[Dataset entries]
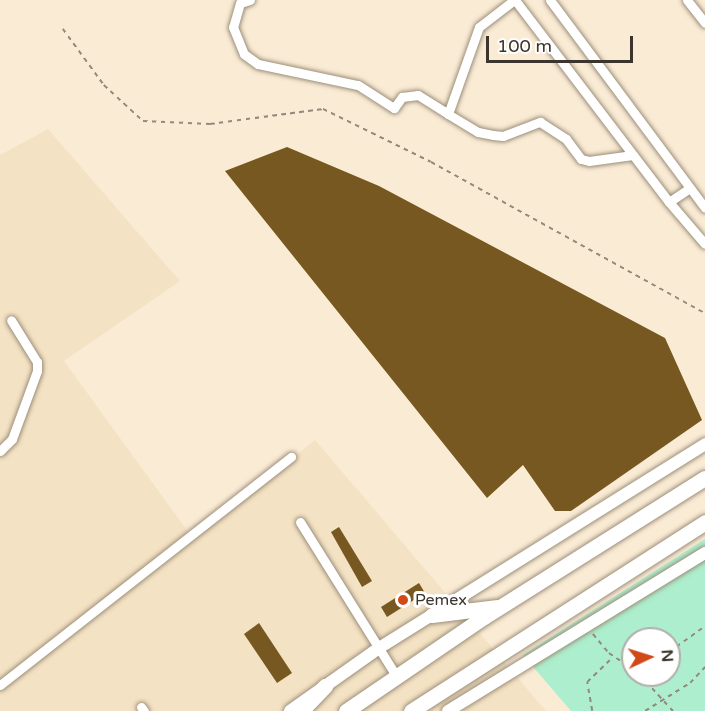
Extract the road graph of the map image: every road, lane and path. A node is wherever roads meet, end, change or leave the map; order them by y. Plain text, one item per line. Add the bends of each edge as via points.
1 (250, 0) edge
2 (514, 0) edge
3 (550, 0) edge
4 (687, 0) edge
5 (705, 23) edge
6 (63, 29) dead end
7 (448, 114) junction
8 (633, 155) junction
9 (690, 188) junction
10 (669, 202) junction
11 (705, 208) edge
12 (705, 244) edge
13 (705, 313) edge
14 (11, 320) dead end
15 (705, 444) edge
16 (0, 451) edge
17 (291, 457) dead end
18 (705, 478) edge
19 (300, 522) dead end
20 (705, 522) edge
21 (705, 554) edge
22 (502, 606) junction
23 (432, 615) junction
24 (705, 626) edge
25 (588, 628) junction
26 (681, 643) edge
27 (379, 648) junction
28 (614, 656) junction
29 (621, 661) edge
30 (705, 667) edge
31 (397, 677) junction
32 (0, 685) edge
33 (325, 686) junction
34 (651, 687) edge
35 (662, 699) junction
36 (455, 709) edge
37 (290, 711) edge
38 (301, 711) edge
39 (346, 711) edge
40 (411, 711) edge
41 (592, 711) edge
42 (645, 711) edge
43 (673, 711) edge

1 - 7 street via 240,3 233,27 244,54 258,64 358,85 394,108 402,97 418,95
2 - 7 street via 479,27
2 - 8 street
3 - 9 street
4 - 5 street
6 - 13 path via 104,85 119,94 143,121 210,124 323,109 400,146
7 - 8 street via 478,132 503,136 540,122 566,139 581,159 589,161
8 - 10 street
9 - 10 street
9 - 11 street
10 - 12 street
14 - 16 street via 37,362 37,371 12,439
15 - 23 main road
17 - 32 street
18 - 22 highway
19 - 27 street
20 - 40 highway
21 - 25 main road
22 - 23 highway
22 - 31 highway
23 - 27 main road
24 - 26 path
25 - 28 path
25 - 36 main road
27 - 31 street
27 - 33 main road
28 - 29 path
28 - 41 path via 588,682
30 - 35 path via 690,683
31 - 39 highway
33 - 37 main road
33 - 38 highway
34 - 35 path
35 - 42 path
35 - 43 path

▸ YOUR ASSIGNMENT:
Set down the entries above exactly; no pictures belong in the copy.

▸ COMPLETED EXERCISE:
Extract the road graph of the map image: every road, lane and path. A node is wherever roads meet, end, change or leave the map; order them by y. Plain text, one item per line. Add the bends of each edge as via points.
1 (250, 0) edge
2 (514, 0) edge
3 (550, 0) edge
4 (687, 0) edge
5 (705, 23) edge
6 (63, 29) dead end
7 (448, 114) junction
8 (633, 155) junction
9 (690, 188) junction
10 (669, 202) junction
11 (705, 208) edge
12 (705, 244) edge
13 (705, 313) edge
14 (11, 320) dead end
15 (705, 444) edge
16 (0, 451) edge
17 (291, 457) dead end
18 (705, 478) edge
19 (300, 522) dead end
20 (705, 522) edge
21 (705, 554) edge
22 (502, 606) junction
23 (432, 615) junction
24 (705, 626) edge
25 (588, 628) junction
26 (681, 643) edge
27 (379, 648) junction
28 (614, 656) junction
29 (621, 661) edge
30 (705, 667) edge
31 (397, 677) junction
32 (0, 685) edge
33 (325, 686) junction
34 (651, 687) edge
35 (662, 699) junction
36 (455, 709) edge
37 (290, 711) edge
38 (301, 711) edge
39 (346, 711) edge
40 (411, 711) edge
41 (592, 711) edge
42 (645, 711) edge
43 (673, 711) edge

1 - 7 street via 240,3 233,27 244,54 258,64 358,85 394,108 402,97 418,95
2 - 7 street via 479,27
2 - 8 street
3 - 9 street
4 - 5 street
6 - 13 path via 104,85 119,94 143,121 210,124 323,109 400,146
7 - 8 street via 478,132 503,136 540,122 566,139 581,159 589,161
8 - 10 street
9 - 10 street
9 - 11 street
10 - 12 street
14 - 16 street via 37,362 37,371 12,439
15 - 23 main road
17 - 32 street
18 - 22 highway
19 - 27 street
20 - 40 highway
21 - 25 main road
22 - 23 highway
22 - 31 highway
23 - 27 main road
24 - 26 path
25 - 28 path
25 - 36 main road
27 - 31 street
27 - 33 main road
28 - 29 path
28 - 41 path via 588,682
30 - 35 path via 690,683
31 - 39 highway
33 - 37 main road
33 - 38 highway
34 - 35 path
35 - 42 path
35 - 43 path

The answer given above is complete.